France, historically the great country of fashion, which has a strong protectionist drive in its DNA, is always very sensitive to aspects of globalization that it believes are fiscally unfair, dangerous for its culture or disrespectful to the environment. Another example of this philosophy is the bill, approved by a very large majority last Thursday by the National Assembly and which will surely be endorsed by the Senate, with punitive measures against fast and ultra-fast fashion products, especially aimed at Chinese brands. Shein and Temu.
The punishment for the chains that sell these cheap and almost disposable products will consist of completely prohibiting their advertising and imposing a tax on them for their negative environmental impact.
The legislative initiative came from a center-right group, Horizon, an ally of President Emmanuel Macron, which is led by former Prime Minister Édouard Philippe. Horizonte presented its proposal taking advantage of the National Assembly’s rule that grants one day a year to each parliamentary group to put to the vote a bill that it considers emblematic and that sets a political profile for its voters.
The Minister for the Ecological Transition, Christophe Béchu, was very pleased that France became “the first country in the world to legislate to limit the drifts of ultra-fast fashion.”
The ecological penalty linked to the environmental footprint of the textile product may progressively reach 10 euros per garment in 2030, with a maximum limit of 50% of the price of the product.
One of the problems not yet resolved is the exact definition of what is fast or ultra-fast fashion. Decrees after the law comes into force will establish the details. The criteria to take into account will be the volumes produced and the speed of renewal of the collections of these brands.

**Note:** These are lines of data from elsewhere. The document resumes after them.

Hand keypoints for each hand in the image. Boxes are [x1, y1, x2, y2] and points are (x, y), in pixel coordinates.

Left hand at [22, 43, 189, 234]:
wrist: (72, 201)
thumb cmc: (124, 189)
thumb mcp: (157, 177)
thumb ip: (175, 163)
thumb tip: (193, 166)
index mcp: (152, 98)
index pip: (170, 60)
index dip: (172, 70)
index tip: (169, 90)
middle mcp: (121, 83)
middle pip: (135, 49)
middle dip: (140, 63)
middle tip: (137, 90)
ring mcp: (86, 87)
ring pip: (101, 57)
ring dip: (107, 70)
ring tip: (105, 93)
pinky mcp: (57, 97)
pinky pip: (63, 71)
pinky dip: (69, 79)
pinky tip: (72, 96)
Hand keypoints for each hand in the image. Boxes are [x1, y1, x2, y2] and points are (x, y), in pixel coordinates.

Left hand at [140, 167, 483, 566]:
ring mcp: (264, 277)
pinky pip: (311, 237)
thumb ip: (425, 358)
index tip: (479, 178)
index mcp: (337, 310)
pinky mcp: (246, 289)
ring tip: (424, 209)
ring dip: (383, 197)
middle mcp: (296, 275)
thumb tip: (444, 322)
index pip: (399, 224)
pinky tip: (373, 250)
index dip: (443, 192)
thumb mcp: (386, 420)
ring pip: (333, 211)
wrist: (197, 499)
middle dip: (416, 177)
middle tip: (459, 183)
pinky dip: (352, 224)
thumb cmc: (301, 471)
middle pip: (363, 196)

The alliance of NGOs under the motto “Stop Fast Fashion” had asked parliamentarians to establish severe limits so that the punishment would not only affect Shein or Temu, but other brands such as Zara, Primark, H
A spokesperson for Shein regretted that the French measures will “disproportionately” punish the most humble French consumers, those who have suffered the most from the inflationary spiral of recent years. The company maintains that the punitive parameters are wrong and should instead take into account the percentage of clothing that is not sold and must be thrown away. Shein assures that in its case it is a minimum quota, well below 10%, while some competing firms can reach 40%.
It is evident that, beyond the concern about the damage to the natural environment caused by textile overproduction, in the case of France the dramatic situation of some of its ready-to-wear brands has also played in favor of the law. In recent years there have been many bankruptcies and massive closures of stores in the intermediate clothing and shoe supply sector. Luxury and very cheap brands navigated much better under the storm of covid, post-covid and the war in Ukraine than medium-quality brands.

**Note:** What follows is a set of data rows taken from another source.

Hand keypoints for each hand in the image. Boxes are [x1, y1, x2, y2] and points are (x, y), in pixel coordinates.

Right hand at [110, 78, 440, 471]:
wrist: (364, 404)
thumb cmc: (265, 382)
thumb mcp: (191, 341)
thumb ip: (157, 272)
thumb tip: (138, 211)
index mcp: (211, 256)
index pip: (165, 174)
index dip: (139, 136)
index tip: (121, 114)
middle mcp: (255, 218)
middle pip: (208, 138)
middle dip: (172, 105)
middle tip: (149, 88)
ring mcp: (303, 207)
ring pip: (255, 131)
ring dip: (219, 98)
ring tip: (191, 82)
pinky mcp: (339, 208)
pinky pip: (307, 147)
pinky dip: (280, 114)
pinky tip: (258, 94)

The Horizonte spokesperson who presented the project in the Assembly, Anne-Cécile Violland, placed emphasis, however, on ecological concern. “The textile industry is the most polluting and represents 10% of greenhouse emissions,” she said. The representative insisted that “it is not a tax” and that the money obtained from the tax will be used to subsidize producers of durable clothing to help them lower their prices.

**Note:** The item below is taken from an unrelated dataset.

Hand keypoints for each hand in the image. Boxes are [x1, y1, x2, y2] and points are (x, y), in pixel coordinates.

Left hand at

The left-wing groups in the Chamber, such as La Francia Insumisa (LFI), the socialists and the environmentalists asked in vain that general minimum taxes and import quotas be set, and that conditions of respect for social rights be imposed in the textile industry to avoid situations of flagrant exploitation in the countries where the factories are located. The left fears that the Ministry of Economy, when drafting the regulations, will reduce the aggressiveness of the law due to pressure from the companies.